## PROVIDED RECORDS
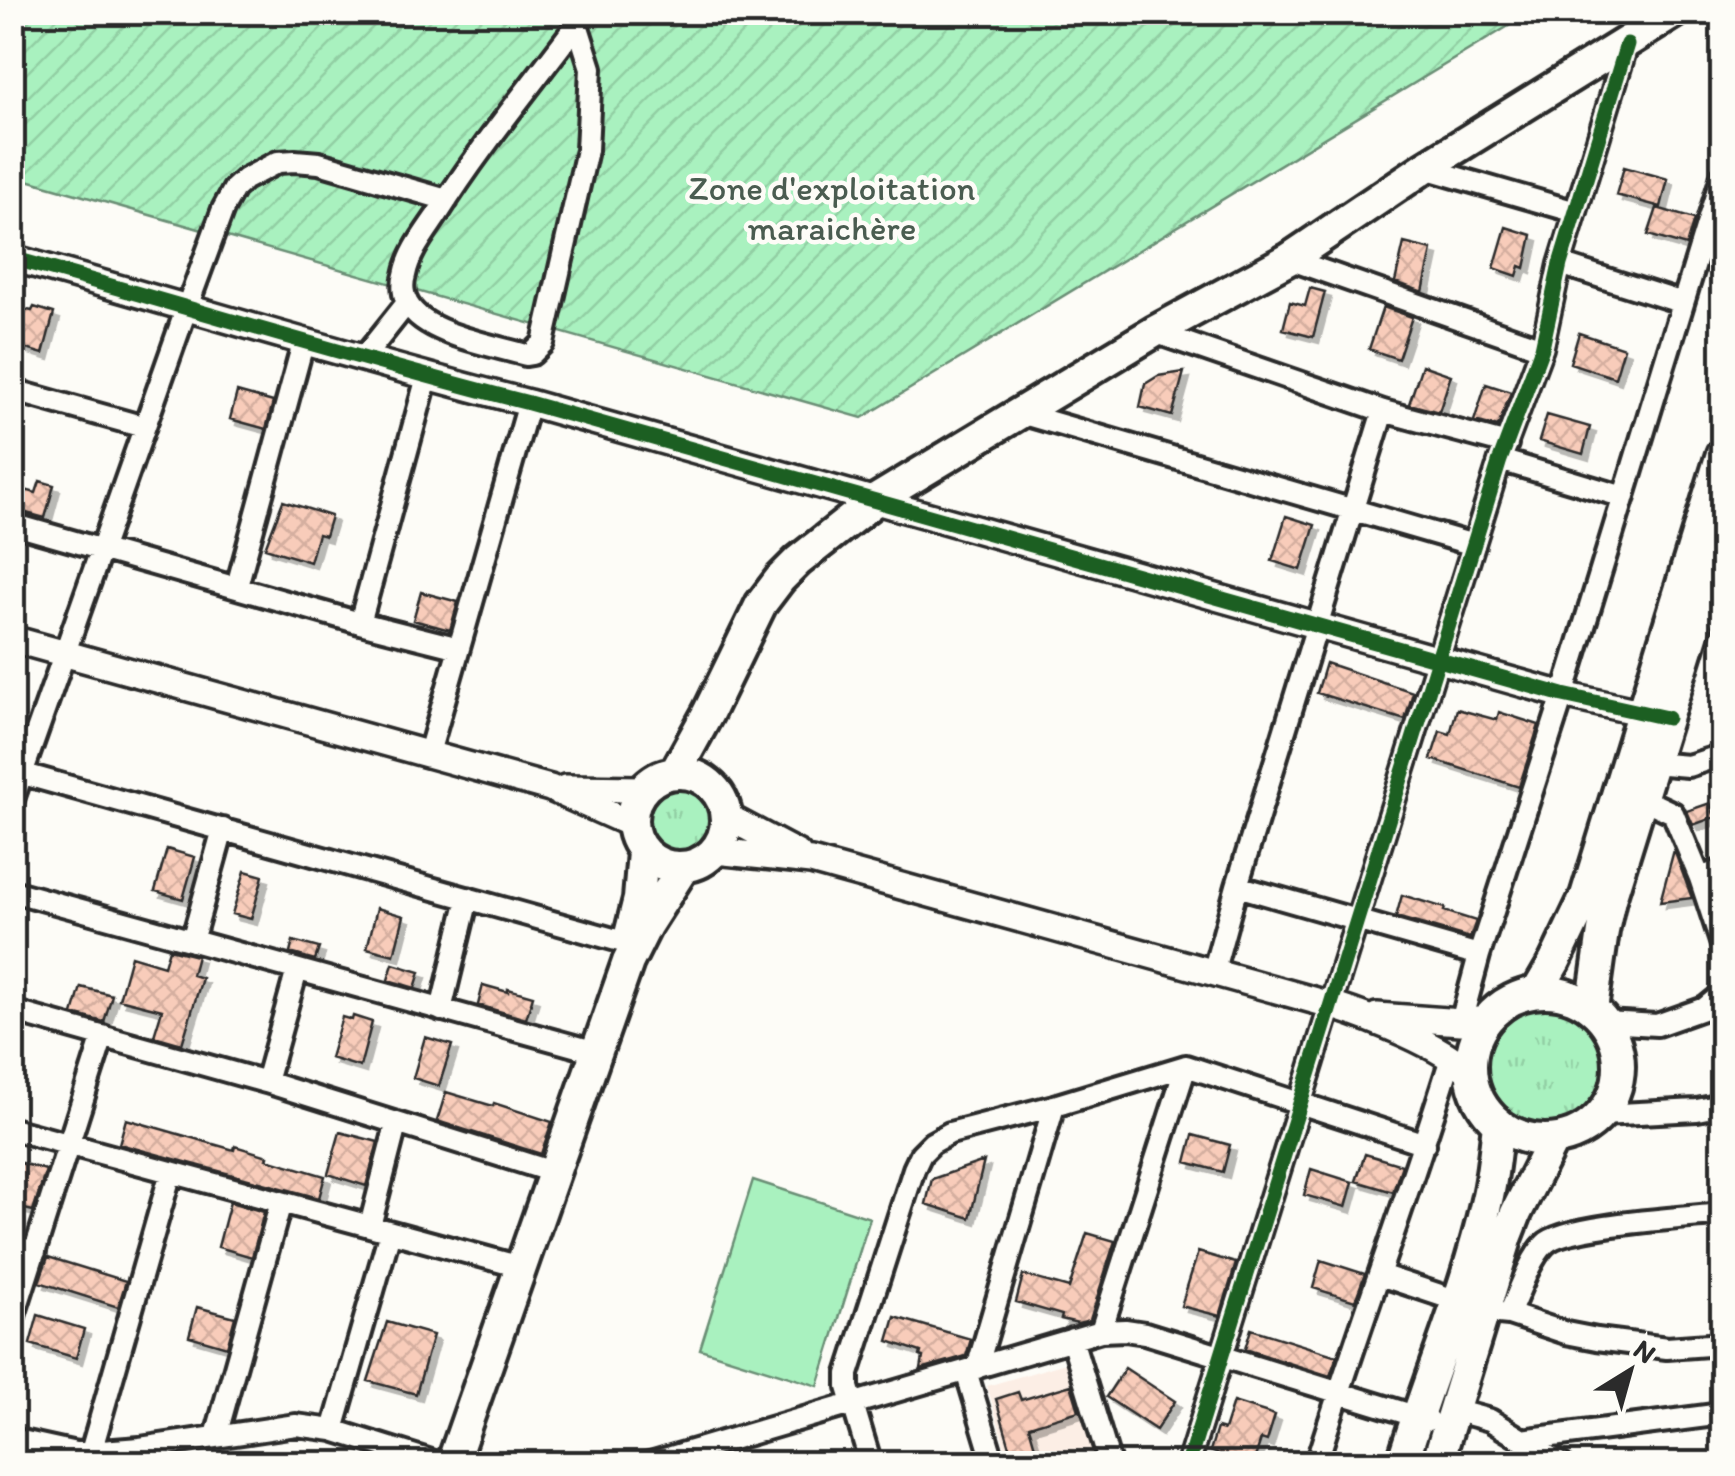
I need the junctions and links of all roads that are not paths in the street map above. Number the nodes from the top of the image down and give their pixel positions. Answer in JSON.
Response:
{"nodes":[{"id":1,"x":1675,"y":12,"type":"edge"},
{"id":2,"x":582,"y":18,"type":"edge"},
{"id":3,"x":1627,"y":44,"type":"junction"},
{"id":4,"x":1424,"y":168,"type":"junction"},
{"id":5,"x":1722,"y":176,"type":"edge"},
{"id":6,"x":446,"y":200,"type":"junction"},
{"id":7,"x":1576,"y":212,"type":"junction"},
{"id":8,"x":12,"y":258,"type":"edge"},
{"id":9,"x":1290,"y":259,"type":"junction"},
{"id":10,"x":1560,"y":264,"type":"junction"},
{"id":11,"x":408,"y":303,"type":"junction"},
{"id":12,"x":1684,"y":303,"type":"junction"},
{"id":13,"x":186,"y":307,"type":"junction"},
{"id":14,"x":1154,"y":332,"type":"junction"},
{"id":15,"x":304,"y":340,"type":"junction"},
{"id":16,"x":1542,"y":348,"type":"junction"},
{"id":17,"x":364,"y":357,"type":"junction"},
{"id":18,"x":427,"y":377,"type":"junction"},
{"id":19,"x":12,"y":390,"type":"edge"},
{"id":20,"x":529,"y":404,"type":"junction"},
{"id":21,"x":1383,"y":411,"type":"junction"},
{"id":22,"x":1020,"y":413,"type":"junction"},
{"id":23,"x":144,"y":427,"type":"junction"},
{"id":24,"x":1504,"y":452,"type":"junction"},
{"id":25,"x":1722,"y":454,"type":"edge"},
{"id":26,"x":1624,"y":497,"type":"junction"},
{"id":27,"x":874,"y":501,"type":"junction"},
{"id":28,"x":1353,"y":510,"type":"junction"},
{"id":29,"x":12,"y":524,"type":"edge"},
{"id":30,"x":1722,"y":539,"type":"edge"},
{"id":31,"x":1474,"y":545,"type":"junction"},
{"id":32,"x":102,"y":549,"type":"junction"},
{"id":33,"x":237,"y":586,"type":"junction"},
{"id":34,"x":360,"y":623,"type":"junction"},
{"id":35,"x":1318,"y":626,"type":"junction"},
{"id":36,"x":12,"y":639,"type":"edge"},
{"id":37,"x":459,"y":648,"type":"junction"},
{"id":38,"x":65,"y":654,"type":"junction"},
{"id":39,"x":1440,"y":660,"type":"junction"},
{"id":40,"x":1563,"y":694,"type":"junction"},
{"id":41,"x":708,"y":714,"type":"junction"},
{"id":42,"x":1655,"y":715,"type":"junction"},
{"id":43,"x":429,"y":754,"type":"junction"},
{"id":44,"x":1722,"y":755,"type":"edge"},
{"id":45,"x":1652,"y":763,"type":"junction"},
{"id":46,"x":18,"y":772,"type":"edge"},
{"id":47,"x":675,"y":773,"type":"junction"},
{"id":48,"x":709,"y":784,"type":"junction"},
{"id":49,"x":550,"y":788,"type":"junction"},
{"id":50,"x":642,"y":789,"type":"junction"},
{"id":51,"x":1641,"y":798,"type":"junction"},
{"id":52,"x":12,"y":802,"type":"edge"},
{"id":53,"x":726,"y":816,"type":"junction"},
{"id":54,"x":222,"y":829,"type":"junction"},
{"id":55,"x":637,"y":838,"type":"junction"},
{"id":56,"x":715,"y":851,"type":"junction"},
{"id":57,"x":811,"y":861,"type":"junction"},
{"id":58,"x":683,"y":868,"type":"junction"},
{"id":59,"x":1722,"y":870,"type":"edge"},
{"id":60,"x":1700,"y":878,"type":"junction"},
{"id":61,"x":1237,"y":886,"type":"junction"},
{"id":62,"x":12,"y":891,"type":"edge"},
{"id":63,"x":468,"y":898,"type":"junction"},
{"id":64,"x":1356,"y":920,"type":"junction"},
{"id":65,"x":192,"y":941,"type":"junction"},
{"id":66,"x":1722,"y":945,"type":"edge"},
{"id":67,"x":628,"y":953,"type":"junction"},
{"id":68,"x":1479,"y":955,"type":"junction"},
{"id":69,"x":297,"y":970,"type":"junction"},
{"id":70,"x":1213,"y":973,"type":"junction"},
{"id":71,"x":1537,"y":992,"type":"junction"},
{"id":72,"x":1722,"y":994,"type":"edge"},
{"id":73,"x":1331,"y":1005,"type":"junction"},
{"id":74,"x":442,"y":1010,"type":"junction"},
{"id":75,"x":12,"y":1011,"type":"edge"},
{"id":76,"x":1362,"y":1015,"type":"junction"},
{"id":77,"x":1598,"y":1015,"type":"junction"},
{"id":78,"x":1474,"y":1021,"type":"junction"},
{"id":79,"x":103,"y":1036,"type":"junction"},
{"id":80,"x":596,"y":1052,"type":"junction"},
{"id":81,"x":1186,"y":1066,"type":"junction"},
{"id":82,"x":1461,"y":1066,"type":"junction"},
{"id":83,"x":266,"y":1082,"type":"junction"},
{"id":84,"x":1300,"y":1104,"type":"junction"},
{"id":85,"x":1722,"y":1105,"type":"edge"},
{"id":86,"x":1054,"y":1106,"type":"junction"},
{"id":87,"x":1601,"y":1116,"type":"junction"},
{"id":88,"x":1498,"y":1124,"type":"junction"},
{"id":89,"x":396,"y":1125,"type":"junction"},
{"id":90,"x":12,"y":1129,"type":"edge"},
{"id":91,"x":1553,"y":1140,"type":"junction"},
{"id":92,"x":68,"y":1144,"type":"junction"},
{"id":93,"x":1425,"y":1144,"type":"junction"},
{"id":94,"x":171,"y":1172,"type":"junction"},
{"id":95,"x":553,"y":1172,"type":"junction"},
{"id":96,"x":281,"y":1202,"type":"junction"},
{"id":97,"x":1722,"y":1214,"type":"edge"},
{"id":98,"x":380,"y":1229,"type":"junction"},
{"id":99,"x":12,"y":1246,"type":"edge"},
{"id":100,"x":34,"y":1252,"type":"junction"},
{"id":101,"x":521,"y":1267,"type":"junction"},
{"id":102,"x":1380,"y":1274,"type":"junction"},
{"id":103,"x":1484,"y":1309,"type":"junction"},
{"id":104,"x":12,"y":1322,"type":"edge"},
{"id":105,"x":1101,"y":1331,"type":"junction"},
{"id":106,"x":1072,"y":1339,"type":"junction"},
{"id":107,"x":1722,"y":1344,"type":"edge"},
{"id":108,"x":1222,"y":1356,"type":"junction"},
{"id":109,"x":972,"y":1370,"type":"junction"},
{"id":110,"x":1338,"y":1391,"type":"junction"},
{"id":111,"x":853,"y":1404,"type":"junction"},
{"id":112,"x":1722,"y":1414,"type":"edge"},
{"id":113,"x":1416,"y":1416,"type":"junction"},
{"id":114,"x":1451,"y":1418,"type":"junction"},
{"id":115,"x":333,"y":1430,"type":"junction"},
{"id":116,"x":216,"y":1436,"type":"junction"},
{"id":117,"x":12,"y":1439,"type":"edge"},
{"id":118,"x":1522,"y":1440,"type":"junction"},
{"id":119,"x":92,"y":1452,"type":"junction"},
{"id":120,"x":41,"y":1455,"type":"edge"},
{"id":121,"x":442,"y":1464,"type":"edge"},
{"id":122,"x":452,"y":1464,"type":"edge"},
{"id":123,"x":648,"y":1464,"type":"edge"},
{"id":124,"x":871,"y":1464,"type":"edge"},
{"id":125,"x":994,"y":1464,"type":"edge"},
{"id":126,"x":1110,"y":1464,"type":"edge"},
{"id":127,"x":1188,"y":1464,"type":"edge"},
{"id":128,"x":1316,"y":1464,"type":"edge"},
{"id":129,"x":1402,"y":1464,"type":"edge"},
{"id":130,"x":1437,"y":1464,"type":"edge"},
{"id":131,"x":1561,"y":1464,"type":"edge"}],
"edges":[{"from":1,"to":3,"type":"main road"},
{"from":2,"to":6,"type":"street"},
{"from":2,"to":11,"type":"street"},
{"from":3,"to":4,"type":"main road"},
{"from":3,"to":7,"type":"street"},
{"from":4,"to":7,"type":"street"},
{"from":4,"to":9,"type":"main road"},
{"from":5,"to":12,"type":"street"},
{"from":6,"to":11,"type":"street"},
{"from":6,"to":13,"type":"street"},
{"from":7,"to":10,"type":"street"},
{"from":8,"to":13,"type":"street"},
{"from":9,"to":14,"type":"main road"},
{"from":9,"to":16,"type":"street"},
{"from":10,"to":12,"type":"street"},
{"from":10,"to":16,"type":"street"},
{"from":11,"to":17,"type":"street"},
{"from":12,"to":26,"type":"street"},
{"from":13,"to":15,"type":"street"},
{"from":13,"to":23,"type":"street"},
{"from":14,"to":21,"type":"street"},
{"from":14,"to":22,"type":"main road"},
{"from":15,"to":17,"type":"street"},
{"from":15,"to":33,"type":"street"},
{"from":16,"to":24,"type":"street"},
{"from":17,"to":18,"type":"street"},
{"from":18,"to":20,"type":"street"},
{"from":18,"to":34,"type":"street"},
{"from":19,"to":23,"type":"street"},
{"from":20,"to":27,"type":"street"},
{"from":20,"to":37,"type":"street"},
{"from":21,"to":24,"type":"street"},
{"from":21,"to":28,"type":"street"},
{"from":22,"to":27,"type":"main road"},
{"from":22,"to":28,"type":"street"},
{"from":23,"to":32,"type":"street"},
{"from":24,"to":26,"type":"street"},
{"from":24,"to":31,"type":"street"},
{"from":25,"to":42,"type":"main road"},
{"from":26,"to":40,"type":"street"},
{"from":27,"to":35,"type":"street"},
{"from":27,"to":41,"type":"main road"},
{"from":28,"to":31,"type":"street"},
{"from":28,"to":35,"type":"street"},
{"from":29,"to":32,"type":"street"},
{"from":30,"to":42,"type":"main road"},
{"from":31,"to":39,"type":"street"},
{"from":32,"to":33,"type":"street"},
{"from":32,"to":38,"type":"street"},
{"from":33,"to":34,"type":"street"},
{"from":34,"to":37,"type":"street"},
{"from":35,"to":39,"type":"street"},
{"from":35,"to":61,"type":"street"},
{"from":36,"to":38,"type":"street"},
{"from":37,"to":43,"type":"street"},
{"from":38,"to":43,"type":"street"},
{"from":38,"to":46,"type":"street"},
{"from":39,"to":40,"type":"street"},
{"from":39,"to":64,"type":"street"},
{"from":40,"to":42,"type":"street"},
{"from":40,"to":68,"type":"street"},
{"from":41,"to":47,"type":"main road"},
{"from":41,"to":48,"type":"main road"},
{"from":42,"to":45,"type":"main road"},
{"from":42,"to":71,"type":"main road"},
{"from":43,"to":49,"type":"street"},
{"from":44,"to":45,"type":"street"},
{"from":45,"to":51,"type":"main road"},
{"from":46,"to":52,"type":"street"},
{"from":46,"to":54,"type":"street"},
{"from":47,"to":48,"type":"main road"},
{"from":47,"to":50,"type":"main road"},
{"from":48,"to":53,"type":"main road"},
{"from":49,"to":50,"type":"street"},
{"from":49,"to":55,"type":"street"},
{"from":50,"to":55,"type":"main road"},
{"from":51,"to":60,"type":"street"},
{"from":51,"to":77,"type":"main road"},
{"from":53,"to":56,"type":"main road"},
{"from":53,"to":57,"type":"street"},
{"from":54,"to":63,"type":"street"},
{"from":54,"to":65,"type":"street"},
{"from":55,"to":58,"type":"main road"},
{"from":55,"to":67,"type":"main road"},
{"from":56,"to":57,"type":"street"},
{"from":56,"to":58,"type":"main road"},
{"from":57,"to":70,"type":"street"},
{"from":58,"to":67,"type":"main road"},
{"from":59,"to":60,"type":"street"},
{"from":60,"to":66,"type":"street"},
{"from":61,"to":64,"type":"street"},
{"from":61,"to":70,"type":"street"},
{"from":62,"to":65,"type":"street"},
{"from":63,"to":67,"type":"street"},
{"from":63,"to":74,"type":"street"},
{"from":64,"to":68,"type":"street"},
{"from":64,"to":73,"type":"street"},
{"from":65,"to":69,"type":"street"},
{"from":67,"to":80,"type":"main road"},
{"from":68,"to":78,"type":"street"},
{"from":69,"to":74,"type":"street"},
{"from":69,"to":83,"type":"street"},
{"from":70,"to":73,"type":"street"},
{"from":71,"to":77,"type":"main road"},
{"from":71,"to":78,"type":"main road"},
{"from":72,"to":77,"type":"street"},
{"from":73,"to":76,"type":"street"},
{"from":73,"to":84,"type":"street"},
{"from":74,"to":80,"type":"street"},
{"from":75,"to":79,"type":"street"},
{"from":76,"to":78,"type":"street"},
{"from":76,"to":82,"type":"street"},
{"from":77,"to":87,"type":"main road"},
{"from":78,"to":82,"type":"main road"},
{"from":79,"to":83,"type":"street"},
{"from":79,"to":92,"type":"street"},
{"from":80,"to":95,"type":"main road"},
{"from":81,"to":84,"type":"street"},
{"from":81,"to":86,"type":"street"},
{"from":81,"to":105,"type":"street"},
{"from":82,"to":88,"type":"main road"},
{"from":82,"to":93,"type":"street"},
{"from":83,"to":89,"type":"street"},
{"from":84,"to":93,"type":"street"},
{"from":84,"to":108,"type":"street"},
{"from":85,"to":87,"type":"street"},
{"from":86,"to":109,"type":"street"},
{"from":86,"to":111,"type":"street"},
{"from":87,"to":91,"type":"main road"},
{"from":88,"to":91,"type":"main road"},
{"from":88,"to":103,"type":"main road"},
{"from":89,"to":95,"type":"street"},
{"from":89,"to":98,"type":"street"},
{"from":90,"to":92,"type":"street"},
{"from":91,"to":103,"type":"main road"},
{"from":92,"to":94,"type":"street"},
{"from":92,"to":100,"type":"street"},
{"from":93,"to":102,"type":"street"},
{"from":94,"to":96,"type":"street"},
{"from":94,"to":119,"type":"street"},
{"from":95,"to":101,"type":"main road"},
{"from":96,"to":98,"type":"street"},
{"from":96,"to":116,"type":"street"},
{"from":97,"to":103,"type":"street"},
{"from":98,"to":101,"type":"street"},
{"from":98,"to":115,"type":"street"},
{"from":99,"to":100,"type":"street"},
{"from":100,"to":104,"type":"street"},
{"from":101,"to":122,"type":"main road"},
{"from":102,"to":103,"type":"street"},
{"from":102,"to":110,"type":"street"},
{"from":103,"to":107,"type":"street"},
{"from":103,"to":113,"type":"main road"},
{"from":103,"to":114,"type":"main road"},
{"from":105,"to":106,"type":"street"},
{"from":105,"to":108,"type":"street"},
{"from":106,"to":109,"type":"street"},
{"from":106,"to":126,"type":"street"},
{"from":108,"to":110,"type":"street"},
{"from":108,"to":127,"type":"street"},
{"from":109,"to":111,"type":"street"},
{"from":109,"to":125,"type":"street"},
{"from":110,"to":113,"type":"street"},
{"from":110,"to":128,"type":"street"},
{"from":111,"to":123,"type":"street"},
{"from":111,"to":124,"type":"street"},
{"from":112,"to":118,"type":"street"},
{"from":113,"to":114,"type":"street"},
{"from":113,"to":129,"type":"main road"},
{"from":114,"to":118,"type":"street"},
{"from":114,"to":130,"type":"main road"},
{"from":115,"to":116,"type":"street"},
{"from":115,"to":121,"type":"street"},
{"from":116,"to":119,"type":"street"},
{"from":117,"to":120,"type":"street"},
{"from":118,"to":131,"type":"street"},
{"from":119,"to":120,"type":"street"}]}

## EXERCISE DESCRIPTION
Working through the data above, find every line holding "nodes" and copy it.

## TASK ANSWER
I need the junctions and links of all roads that are not paths in the street map above. Number the nodes from the top of the image down and give their pixel positions. Answer in JSON.
{"nodes":[{"id":1,"x":1675,"y":12,"type":"edge"},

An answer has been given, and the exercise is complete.